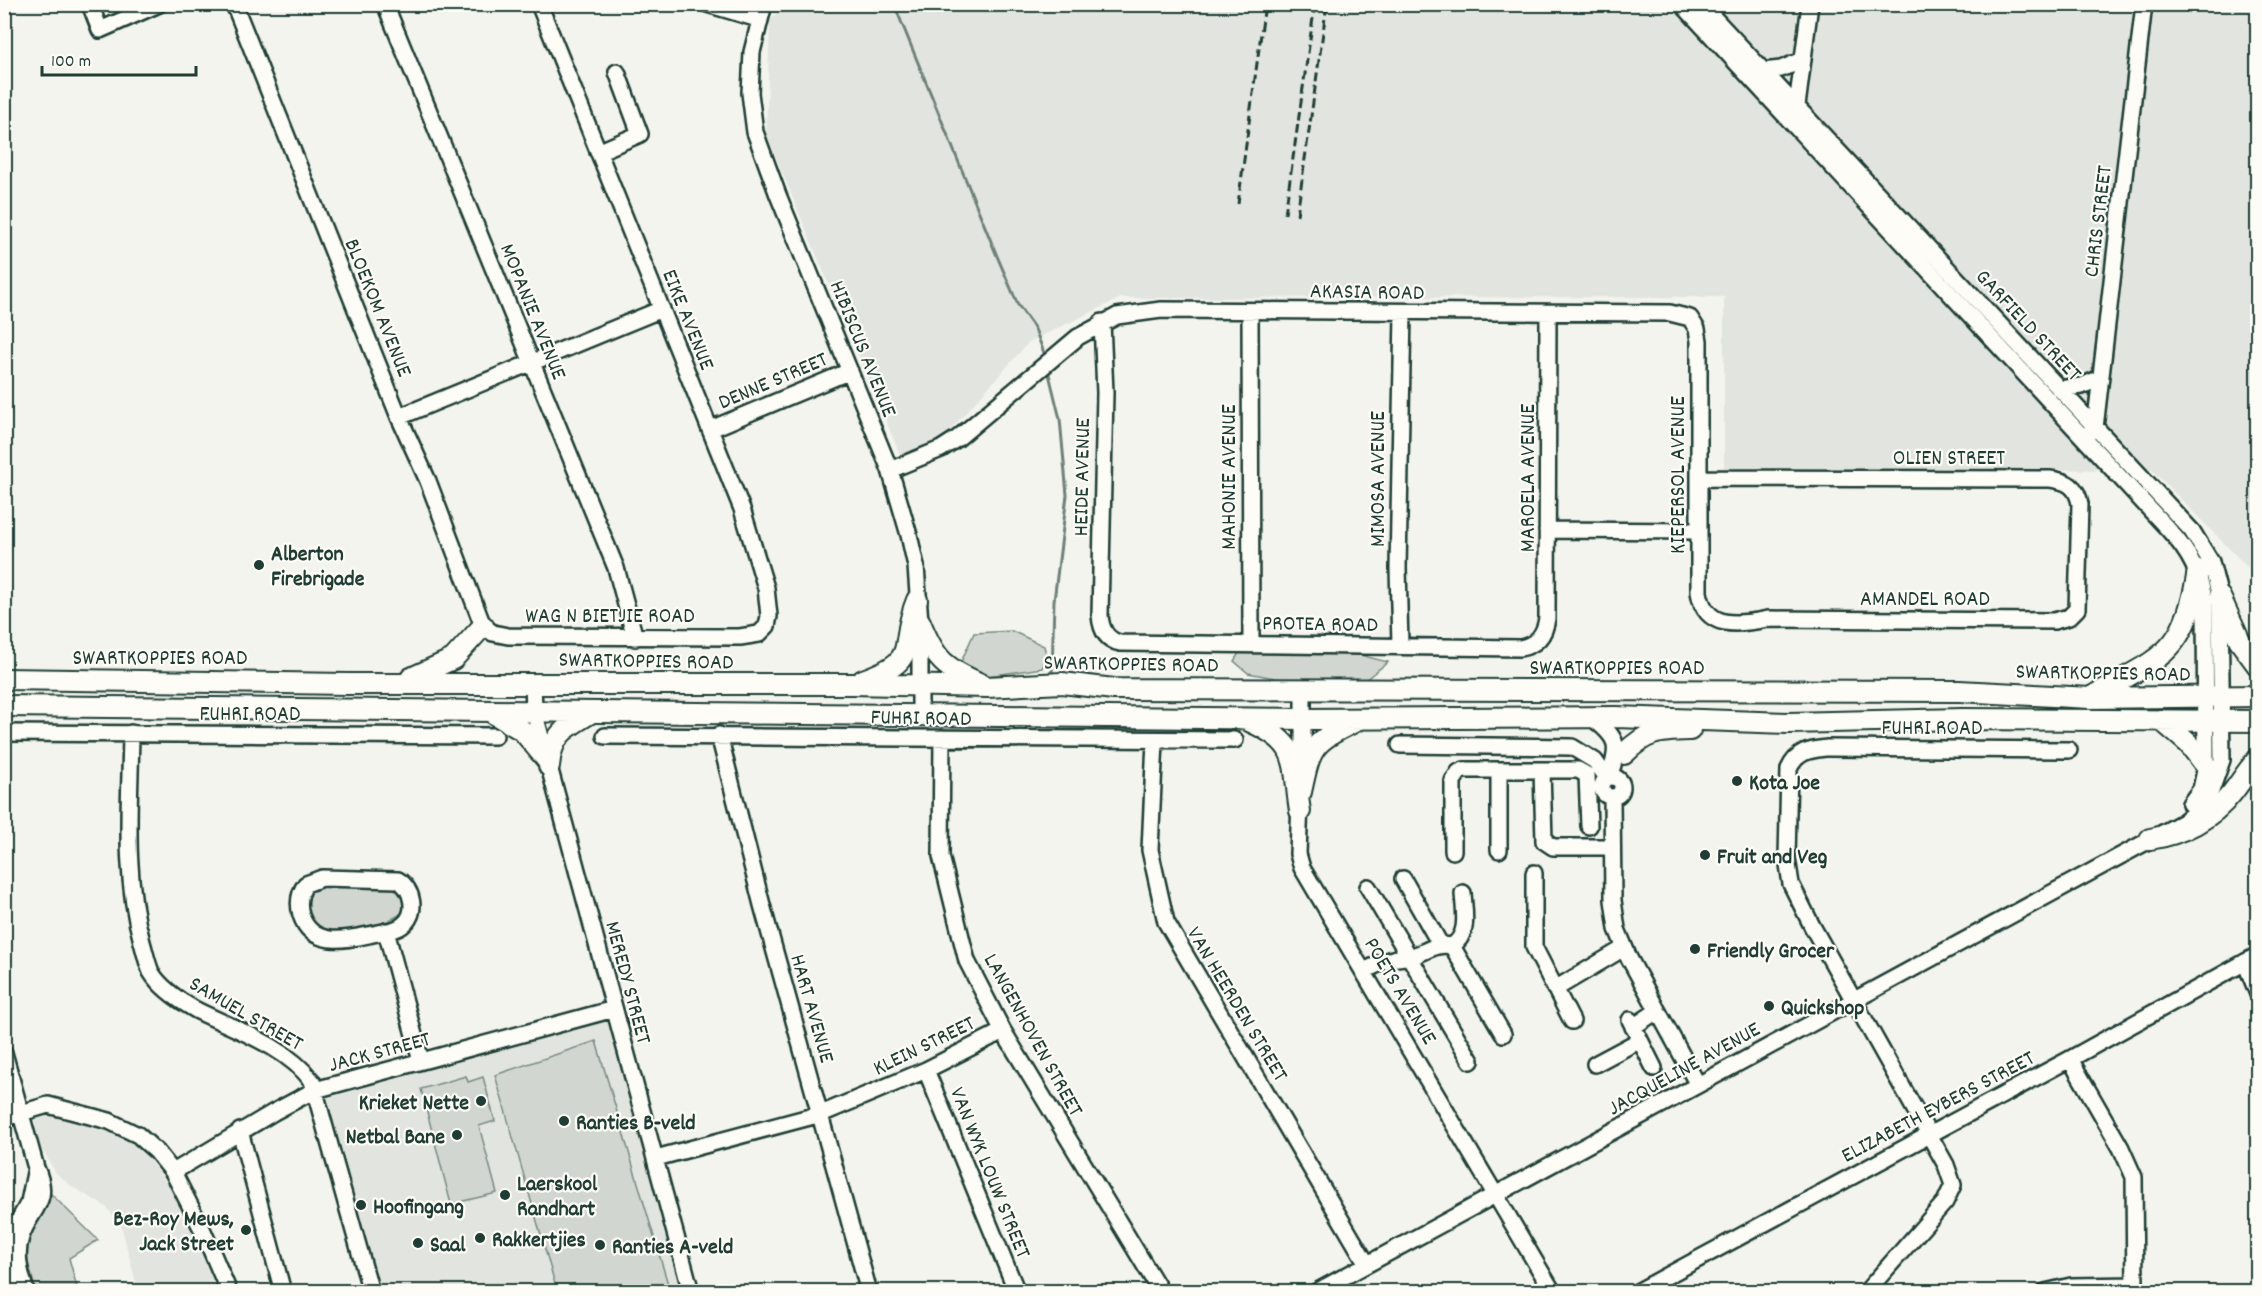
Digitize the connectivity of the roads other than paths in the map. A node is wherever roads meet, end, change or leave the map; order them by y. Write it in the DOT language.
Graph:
graph roads {
  1 [pos="90,4"];
  2 [pos="159,4"];
  3 [pos="234,4"];
  4 [pos="385,4"];
  5 [pos="707,4"];
  6 [pos="764,4"];
  7 [pos="1682,4"];
  8 [pos="1701,4"];
  9 [pos="1810,4"];
  10 [pos="2144,4"];
  11 [pos="540,5"];
  12 [pos="758,19"];
  13 [pos="1803,60"];
  14 [pos="1763,71"];
  15 [pos="617,72"];
  16 [pos="1797,106"];
  17 [pos="1789,120"];
  18 [pos="598,152"];
  19 [pos="1933,263"];
  20 [pos="662,309"];
  21 [pos="1250,311"];
  22 [pos="1403,313"];
  23 [pos="1548,313"];
  24 [pos="1102,322"];
  25 [pos="1694,322"];
  26 [pos="533,364"];
  27 [pos="850,371"];
  28 [pos="2100,378"];
  29 [pos="2059,389"];
  30 [pos="399,417"];
  31 [pos="711,429"];
  32 [pos="2090,433"];
  33 [pos="890,470"];
  34 [pos="1700,478"];
  35 [pos="1547,530"];
  36 [pos="1697,531"];
  37 [pos="2198,570"];
  38 [pos="2220,597"];
  39 [pos="917,600"];
  40 [pos="2077,609"];
  41 [pos="1717,620"];
  42 [pos="920,622"];
  43 [pos="483,626"];
  44 [pos="1104,632"];
  45 [pos="740,637"];
  46 [pos="635,638"];
  47 [pos="1537,641"];
  48 [pos="1251,643"];
  49 [pos="1400,645"];
  50 [pos="2258,666"];
  51 [pos="4,679"];
  52 [pos="533,682"];
  53 [pos="394,684"];
  54 [pos="852,684"];
  55 [pos="920,686"];
  56 [pos="987,687"];
  57 [pos="1303,688"];
  58 [pos="1493,691"];
  59 [pos="2258,696"];
  60 [pos="2214,697"];
  61 [pos="2090,698"];
  62 [pos="4,706"];
  63 [pos="486,710"];
  64 [pos="595,710"];
  65 [pos="534,711"];
  66 [pos="920,716"];
  67 [pos="1592,717"];
  68 [pos="1616,717"];
  69 [pos="1244,719"];
  70 [pos="1304,719"];
  71 [pos="1361,719"];
  72 [pos="2161,720"];
  73 [pos="2258,720"];
  74 [pos="2214,721"];
  75 [pos="1788,723"];
  76 [pos="4,733"];
  77 [pos="131,733"];
  78 [pos="719,735"];
  79 [pos="495,736"];
  80 [pos="605,736"];
  81 [pos="942,738"];
  82 [pos="1235,740"];
  83 [pos="1155,741"];
  84 [pos="1400,745"];
  85 [pos="2069,750"];
  86 [pos="1620,757"];
  87 [pos="2258,759"];
  88 [pos="1595,761"];
  89 [pos="548,763"];
  90 [pos="2206,766"];
  91 [pos="1499,770"];
  92 [pos="1542,770"];
  93 [pos="1611,778"];
  94 [pos="1300,802"];
  95 [pos="1589,826"];
  96 [pos="2158,834"];
  97 [pos="1612,847"];
  98 [pos="1499,850"];
  99 [pos="1453,851"];
  100 [pos="1534,873"];
  101 [pos="1403,879"];
  102 [pos="1368,887"];
  103 [pos="1463,893"];
  104 [pos="386,931"];
  105 [pos="1446,945"];
  106 [pos="1624,948"];
  107 [pos="1407,957"];
  108 [pos="2251,959"];
  109 [pos="1367,975"];
  110 [pos="1555,989"];
  111 [pos="2258,994"];
  112 [pos="1854,1000"];
  113 [pos="614,1010"];
  114 [pos="1657,1011"];
  115 [pos="1572,1021"];
  116 [pos="1634,1029"];
  117 [pos="1003,1031"];
  118 [pos="1503,1034"];
  119 [pos="4,1053"];
  120 [pos="2070,1059"];
  121 [pos="421,1061"];
  122 [pos="1471,1061"];
  123 [pos="1594,1064"];
  124 [pos="1654,1068"];
  125 [pos="926,1070"];
  126 [pos="1698,1085"];
  127 [pos="315,1090"];
  128 [pos="821,1114"];
  129 [pos="13,1115"];
  130 [pos="240,1131"];
  131 [pos="1928,1134"];
  132 [pos="656,1158"];
  133 [pos="36,1168"];
  134 [pos="173,1172"];
  135 [pos="1497,1193"];
  136 [pos="1367,1264"];
  137 [pos="2135,1288"];
  138 [pos="17,1292"];
  139 [pos="26,1292"];
  140 [pos="229,1292"];
  141 [pos="284,1292"];
  142 [pos="371,1292"];
  143 [pos="691,1292"];
  144 [pos="869,1292"];
  145 [pos="1017,1292"];
  146 [pos="1161,1292"];
  147 [pos="1316,1292"];
  148 [pos="1553,1292"];
  149 [pos="1637,1292"];
  150 [pos="1866,1292"];
  151 [pos="2045,1292"];
  1 -- 2 [label="street"];
  3 -- 30 [label="street, BLOEKOM AVENUE"];
  4 -- 26 [label="street, MOPANIE AVENUE"];
  5 -- 12 [label="street"];
  6 -- 12 [label="street, HIBISCUS AVENUE"];
  7 -- 17 [label="street, GARFIELD STREET"];
  8 -- 14 [label="street, GARFIELD STREET"];
  9 -- 13 [label="street"];
  10 -- 28 [label="street, CHRIS STREET"];
  11 -- 18 [label="street, EIKE AVENUE"];
  12 -- 27 [label="street, HIBISCUS AVENUE"];
  13 -- 14 [label="street"];
  13 -- 16 [label="street"];
  14 -- 16 [label="street, GARFIELD STREET"];
  15 -- 18 [label="street"];
  16 -- 17 [label="street"];
  16 -- 19 [label="street, GARFIELD STREET"];
  17 -- 19 [label="street, GARFIELD STREET"];
  18 -- 20 [label="street, EIKE AVENUE"];
  19 -- 29 [label="street, GARFIELD STREET"];
  19 -- 32 [label="street, GARFIELD STREET"];
  20 -- 26 [label="street"];
  20 -- 31 [label="street, EIKE AVENUE"];
  21 -- 22 [label="street, AKASIA ROAD"];
  21 -- 24 [label="street, AKASIA ROAD"];
  21 -- 48 [label="street, MAHONIE AVENUE"];
  22 -- 23 [label="street, AKASIA ROAD"];
  22 -- 49 [label="street, MIMOSA AVENUE"];
  23 -- 25 [label="street, AKASIA ROAD"];
  23 -- 35 [label="street, MAROELA AVENUE"];
  24 -- 33 [label="street, AKASIA ROAD"];
  24 -- 44 [label="street, HEIDE AVENUE"];
  25 -- 34 [label="street, KIEPERSOL AVENUE"];
  26 -- 30 [label="street"];
  26 -- 46 [label="street, MOPANIE AVENUE"];
  27 -- 31 [label="street, DENNE STREET"];
  27 -- 33 [label="street, HIBISCUS AVENUE"];
  28 -- 29 [label="street"];
  28 -- 32 [label="street, CHRIS STREET"];
  29 -- 32 [label="street, GARFIELD STREET"];
  30 -- 43 [label="street, BLOEKOM AVENUE"];
  31 -- 45 [label="street, EIKE AVENUE"];
  32 -- 37 [label="street, GARFIELD STREET"];
  32 -- 38 [label="street, GARFIELD STREET"];
  33 -- 39 [label="street, HIBISCUS AVENUE"];
  34 -- 36 [label="street, KIEPERSOL AVENUE"];
  34 -- 40 [label="street, OLIEN STREET"];
  35 -- 36 [label="street"];
  35 -- 47 [label="street, MAROELA AVENUE"];
  36 -- 41 [label="street, KIEPERSOL AVENUE"];
  37 -- 60 [label="street"];
  37 -- 61 [label="main road"];
  38 -- 50 [label="main road"];
  38 -- 60 [label="street, GARFIELD STREET"];
  39 -- 42 [label="street, HIBISCUS AVENUE"];
  39 -- 54 [label="main road"];
  40 -- 41 [label="street, AMANDEL ROAD"];
  42 -- 55 [label="street, HIBISCUS AVENUE"];
  42 -- 56 [label="main road"];
  43 -- 46 [label="street, WAG N BIETJIE ROAD"];
  43 -- 53 [label="main road"];
  44 -- 48 [label="street, PROTEA ROAD"];
  45 -- 46 [label="street, WAG N BIETJIE ROAD"];
  47 -- 49 [label="street, PROTEA ROAD"];
  48 -- 49 [label="street, PROTEA ROAD"];
  51 -- 53 [label="main road, SWARTKOPPIES ROAD"];
  52 -- 53 [label="main road, SWARTKOPPIES ROAD"];
  52 -- 54 [label="main road, SWARTKOPPIES ROAD"];
  52 -- 65 [label="street, MEREDY STREET"];
  54 -- 55 [label="main road, SWARTKOPPIES ROAD"];
  55 -- 56 [label="main road, SWARTKOPPIES ROAD"];
  55 -- 66 [label="street, HIBISCUS AVENUE"];
  56 -- 57 [label="main road, SWARTKOPPIES ROAD"];
  57 -- 58 [label="main road, SWARTKOPPIES ROAD"];
  57 -- 70 [label="street, POETS AVENUE"];
  58 -- 61 [label="main road, SWARTKOPPIES ROAD"];
  58 -- 68 [label="main road"];
  59 -- 60 [label="main road, SWARTKOPPIES ROAD"];
  60 -- 61 [label="main road, SWARTKOPPIES ROAD"];
  60 -- 74 [label="street, JACQUELINE AVENUE"];
  62 -- 63 [label="main road"];
  63 -- 65 [label="main road"];
  63 -- 89 [label="main road"];
  64 -- 65 [label="main road"];
  64 -- 66 [label="main road"];
  64 -- 89 [label="main road"];
  65 -- 89 [label="street, MEREDY STREET"];
  66 -- 69 [label="main road"];
  67 -- 68 [label="main road"];
  67 -- 71 [label="main road"];
  67 -- 86 [label="street"];
  68 -- 75 [label="main road"];
  68 -- 86 [label="street"];
  69 -- 70 [label="main road"];
  69 -- 94 [label="main road"];
  70 -- 71 [label="main road"];
  70 -- 94 [label="street, POETS AVENUE"];
  71 -- 94 [label="main road"];
  72 -- 74 [label="main road"];
  72 -- 75 [label="main road"];
  72 -- 90 [label="main road"];
  73 -- 74 [label="main road"];
  74 -- 90 [label="street, JACQUELINE AVENUE"];
  74 -- 96 [label="street, JACQUELINE AVENUE"];
  75 -- 86 [label="main road"];
  76 -- 77 [label="street, FUHRI ROAD"];
  77 -- 79 [label="street, FUHRI ROAD"];
  77 -- 127 [label="street, SAMUEL STREET"];
  78 -- 80 [label="street, FUHRI ROAD"];
  78 -- 81 [label="street, FUHRI ROAD"];
  78 -- 128 [label="street, HART AVENUE"];
  81 -- 83 [label="street, FUHRI ROAD"];
  81 -- 117 [label="street, LANGENHOVEN STREET"];
  82 -- 83 [label="street, FUHRI ROAD"];
  83 -- 136 [label="street, VAN HEERDEN STREET"];
  84 -- 88 [label="street"];
  85 -- 112 [label="street, FUHRI ROAD"];
  86 -- 88 [label="street"];
  86 -- 93 [label="street"];
  87 -- 96 [label="main road"];
  88 -- 93 [label="street"];
  89 -- 113 [label="street, MEREDY STREET"];
  90 -- 96 [label="street, JACQUELINE AVENUE"];
  91 -- 92 [label="street"];
  91 -- 98 [label="street"];
  91 -- 99 [label="street"];
  92 -- 95 [label="street"];
  92 -- 97 [label="street"];
  93 -- 97 [label="street"];
  94 -- 109 [label="street, POETS AVENUE"];
  96 -- 112 [label="street, JACQUELINE AVENUE"];
  97 -- 106 [label="street"];
  100 -- 110 [label="street"];
  101 -- 105 [label="street"];
  102 -- 107 [label="street"];
  103 -- 105 [label="street"];
  104 -- 104 [label="street"];
  104 -- 121 [label="street"];
  105 -- 107 [label="street"];
  105 -- 118 [label="street"];
  106 -- 110 [label="street"];
  106 -- 114 [label="street"];
  107 -- 109 [label="street"];
  107 -- 122 [label="street"];
  108 -- 111 [label="street"];
  108 -- 120 [label="street, ELIZABETH EYBERS STREET"];
  109 -- 135 [label="street, POETS AVENUE"];
  110 -- 115 [label="street"];
  112 -- 126 [label="street, JACQUELINE AVENUE"];
  112 -- 131 [label="street"];
  113 -- 121 [label="street, JACK STREET"];
  113 -- 132 [label="street, MEREDY STREET"];
  114 -- 116 [label="street"];
  114 -- 126 [label="street"];
  116 -- 123 [label="street"];
  116 -- 124 [label="street"];
  117 -- 125 [label="street, KLEIN STREET"];
  117 -- 146 [label="street, LANGENHOVEN STREET"];
  119 -- 129 [label="street"];
  120 -- 131 [label="street, ELIZABETH EYBERS STREET"];
  120 -- 137 [label="street"];
  121 -- 127 [label="street, JACK STREET"];
  125 -- 128 [label="street, KLEIN STREET"];
  125 -- 145 [label="street, VAN WYK LOUW STREET"];
  126 -- 135 [label="street, JACQUELINE AVENUE"];
  127 -- 130 [label="street, JACK STREET"];
  127 -- 142 [label="street, SAMUEL STREET"];
  128 -- 132 [label="street, KLEIN STREET"];
  128 -- 144 [label="street, HART AVENUE"];
  129 -- 133 [label="street"];
  129 -- 134 [label="street"];
  130 -- 134 [label="street, JACK STREET"];
  130 -- 141 [label="street"];
  131 -- 149 [label="street, ELIZABETH EYBERS STREET"];
  131 -- 150 [label="street"];
  132 -- 143 [label="street, MEREDY STREET"];
  133 -- 138 [label="street"];
  133 -- 139 [label="street"];
  134 -- 140 [label="street"];
  135 -- 136 [label="street, JACQUELINE AVENUE"];
  135 -- 148 [label="street, POETS AVENUE"];
  136 -- 147 [label="street, JACQUELINE AVENUE"];
  137 -- 151 [label="street"];
}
────────────────────
Required action: Each line above where the word "HART" occurs should be copied out.

Response to the task:
  78 -- 128 [label="street, HART AVENUE"];
  128 -- 144 [label="street, HART AVENUE"];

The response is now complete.